What the exercise asks -
A bare number is the expected answer: the count of lines in the data holding "West".

Saved data entries -
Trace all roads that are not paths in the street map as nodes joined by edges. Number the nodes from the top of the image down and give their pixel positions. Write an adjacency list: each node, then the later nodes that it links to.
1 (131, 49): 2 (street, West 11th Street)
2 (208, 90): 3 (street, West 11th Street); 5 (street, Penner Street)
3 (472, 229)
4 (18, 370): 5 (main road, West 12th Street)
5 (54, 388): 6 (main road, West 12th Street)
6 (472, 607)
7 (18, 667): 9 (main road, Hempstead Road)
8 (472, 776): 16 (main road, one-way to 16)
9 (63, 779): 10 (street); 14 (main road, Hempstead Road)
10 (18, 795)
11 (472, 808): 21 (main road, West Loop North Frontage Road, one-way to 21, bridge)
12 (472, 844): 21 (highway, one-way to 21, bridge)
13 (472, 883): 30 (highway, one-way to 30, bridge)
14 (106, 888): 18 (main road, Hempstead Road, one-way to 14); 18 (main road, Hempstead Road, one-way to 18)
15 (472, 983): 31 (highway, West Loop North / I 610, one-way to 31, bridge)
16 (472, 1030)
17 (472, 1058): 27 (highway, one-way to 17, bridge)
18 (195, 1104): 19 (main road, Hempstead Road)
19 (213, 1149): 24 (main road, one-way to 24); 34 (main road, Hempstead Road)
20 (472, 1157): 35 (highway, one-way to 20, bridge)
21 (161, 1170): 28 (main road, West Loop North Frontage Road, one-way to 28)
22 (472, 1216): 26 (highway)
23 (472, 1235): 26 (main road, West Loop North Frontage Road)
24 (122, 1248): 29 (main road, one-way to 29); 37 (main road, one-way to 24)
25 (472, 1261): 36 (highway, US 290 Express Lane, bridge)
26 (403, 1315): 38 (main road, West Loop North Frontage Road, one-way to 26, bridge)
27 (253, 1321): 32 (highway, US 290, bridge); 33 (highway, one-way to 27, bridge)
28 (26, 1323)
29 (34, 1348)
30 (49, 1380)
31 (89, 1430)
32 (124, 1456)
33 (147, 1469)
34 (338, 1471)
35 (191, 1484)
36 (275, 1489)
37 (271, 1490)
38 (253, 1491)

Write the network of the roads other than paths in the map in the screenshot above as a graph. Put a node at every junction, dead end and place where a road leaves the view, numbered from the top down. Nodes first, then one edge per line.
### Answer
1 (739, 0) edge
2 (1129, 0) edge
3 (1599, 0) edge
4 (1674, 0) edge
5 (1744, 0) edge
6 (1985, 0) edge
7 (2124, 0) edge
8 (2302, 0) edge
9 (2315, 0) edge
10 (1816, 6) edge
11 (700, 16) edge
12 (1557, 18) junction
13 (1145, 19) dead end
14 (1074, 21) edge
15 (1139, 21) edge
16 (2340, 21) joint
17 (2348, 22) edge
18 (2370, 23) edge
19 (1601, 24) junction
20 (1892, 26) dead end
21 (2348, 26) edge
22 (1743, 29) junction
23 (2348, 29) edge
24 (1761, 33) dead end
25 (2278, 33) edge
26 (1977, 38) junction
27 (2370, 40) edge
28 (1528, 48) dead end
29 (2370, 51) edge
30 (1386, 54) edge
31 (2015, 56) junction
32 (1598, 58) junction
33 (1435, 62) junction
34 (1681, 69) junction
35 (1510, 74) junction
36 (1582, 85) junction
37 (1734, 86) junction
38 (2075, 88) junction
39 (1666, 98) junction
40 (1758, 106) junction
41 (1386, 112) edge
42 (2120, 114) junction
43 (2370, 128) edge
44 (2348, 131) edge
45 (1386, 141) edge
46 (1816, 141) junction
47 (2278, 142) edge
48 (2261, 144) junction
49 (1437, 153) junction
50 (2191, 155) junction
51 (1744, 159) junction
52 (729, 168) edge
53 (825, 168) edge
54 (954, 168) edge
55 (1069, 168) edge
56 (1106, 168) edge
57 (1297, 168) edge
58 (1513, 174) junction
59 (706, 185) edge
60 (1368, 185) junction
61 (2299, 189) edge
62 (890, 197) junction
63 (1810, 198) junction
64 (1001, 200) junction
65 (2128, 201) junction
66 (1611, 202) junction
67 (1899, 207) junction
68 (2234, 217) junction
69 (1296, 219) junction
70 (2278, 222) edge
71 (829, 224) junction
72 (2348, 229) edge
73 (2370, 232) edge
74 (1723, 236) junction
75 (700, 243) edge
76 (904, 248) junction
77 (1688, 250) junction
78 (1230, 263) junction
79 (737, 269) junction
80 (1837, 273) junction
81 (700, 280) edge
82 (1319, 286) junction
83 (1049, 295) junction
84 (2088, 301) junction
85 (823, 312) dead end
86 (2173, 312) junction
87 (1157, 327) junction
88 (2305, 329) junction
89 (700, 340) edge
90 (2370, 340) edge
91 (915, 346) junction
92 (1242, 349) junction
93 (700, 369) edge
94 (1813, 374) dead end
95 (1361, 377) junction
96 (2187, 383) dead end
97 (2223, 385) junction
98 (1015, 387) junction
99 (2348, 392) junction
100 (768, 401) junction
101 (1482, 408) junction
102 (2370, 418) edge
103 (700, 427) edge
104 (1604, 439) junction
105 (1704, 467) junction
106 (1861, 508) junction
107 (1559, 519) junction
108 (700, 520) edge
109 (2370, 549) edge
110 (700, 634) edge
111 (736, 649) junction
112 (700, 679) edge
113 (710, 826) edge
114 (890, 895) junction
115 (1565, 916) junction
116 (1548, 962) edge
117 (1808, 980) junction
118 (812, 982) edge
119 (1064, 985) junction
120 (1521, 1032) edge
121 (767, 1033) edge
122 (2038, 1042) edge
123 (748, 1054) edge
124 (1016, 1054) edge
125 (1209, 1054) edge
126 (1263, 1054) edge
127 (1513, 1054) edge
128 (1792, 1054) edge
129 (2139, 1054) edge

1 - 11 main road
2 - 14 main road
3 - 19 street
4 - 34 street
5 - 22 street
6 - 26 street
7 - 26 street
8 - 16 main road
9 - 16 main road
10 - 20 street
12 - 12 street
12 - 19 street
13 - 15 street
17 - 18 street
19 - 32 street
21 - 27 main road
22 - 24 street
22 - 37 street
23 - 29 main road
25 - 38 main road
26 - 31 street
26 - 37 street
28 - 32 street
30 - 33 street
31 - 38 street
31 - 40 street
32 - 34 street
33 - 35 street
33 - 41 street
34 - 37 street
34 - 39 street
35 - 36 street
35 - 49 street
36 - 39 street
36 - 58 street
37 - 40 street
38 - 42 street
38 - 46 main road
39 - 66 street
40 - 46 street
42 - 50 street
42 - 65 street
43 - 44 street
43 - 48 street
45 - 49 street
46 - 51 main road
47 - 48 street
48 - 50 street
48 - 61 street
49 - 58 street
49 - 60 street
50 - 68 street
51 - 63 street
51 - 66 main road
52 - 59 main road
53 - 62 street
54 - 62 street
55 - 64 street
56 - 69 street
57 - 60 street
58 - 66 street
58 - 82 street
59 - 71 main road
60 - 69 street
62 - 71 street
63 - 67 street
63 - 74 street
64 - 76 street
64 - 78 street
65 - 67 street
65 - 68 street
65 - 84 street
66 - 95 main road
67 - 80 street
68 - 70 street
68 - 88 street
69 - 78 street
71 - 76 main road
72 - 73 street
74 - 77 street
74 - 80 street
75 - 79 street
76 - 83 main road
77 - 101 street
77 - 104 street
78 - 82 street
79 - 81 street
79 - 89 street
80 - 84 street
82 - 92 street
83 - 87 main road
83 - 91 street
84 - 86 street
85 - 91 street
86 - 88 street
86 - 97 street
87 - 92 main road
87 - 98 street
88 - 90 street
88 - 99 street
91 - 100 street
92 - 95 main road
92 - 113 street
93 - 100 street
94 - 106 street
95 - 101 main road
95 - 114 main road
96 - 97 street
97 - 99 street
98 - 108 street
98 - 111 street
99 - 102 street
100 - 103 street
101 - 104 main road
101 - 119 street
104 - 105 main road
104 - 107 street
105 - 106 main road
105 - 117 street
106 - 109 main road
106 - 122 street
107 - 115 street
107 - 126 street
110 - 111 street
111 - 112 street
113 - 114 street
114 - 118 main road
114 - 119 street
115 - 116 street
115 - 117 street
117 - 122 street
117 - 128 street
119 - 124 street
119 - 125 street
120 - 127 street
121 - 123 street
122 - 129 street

Answer -
9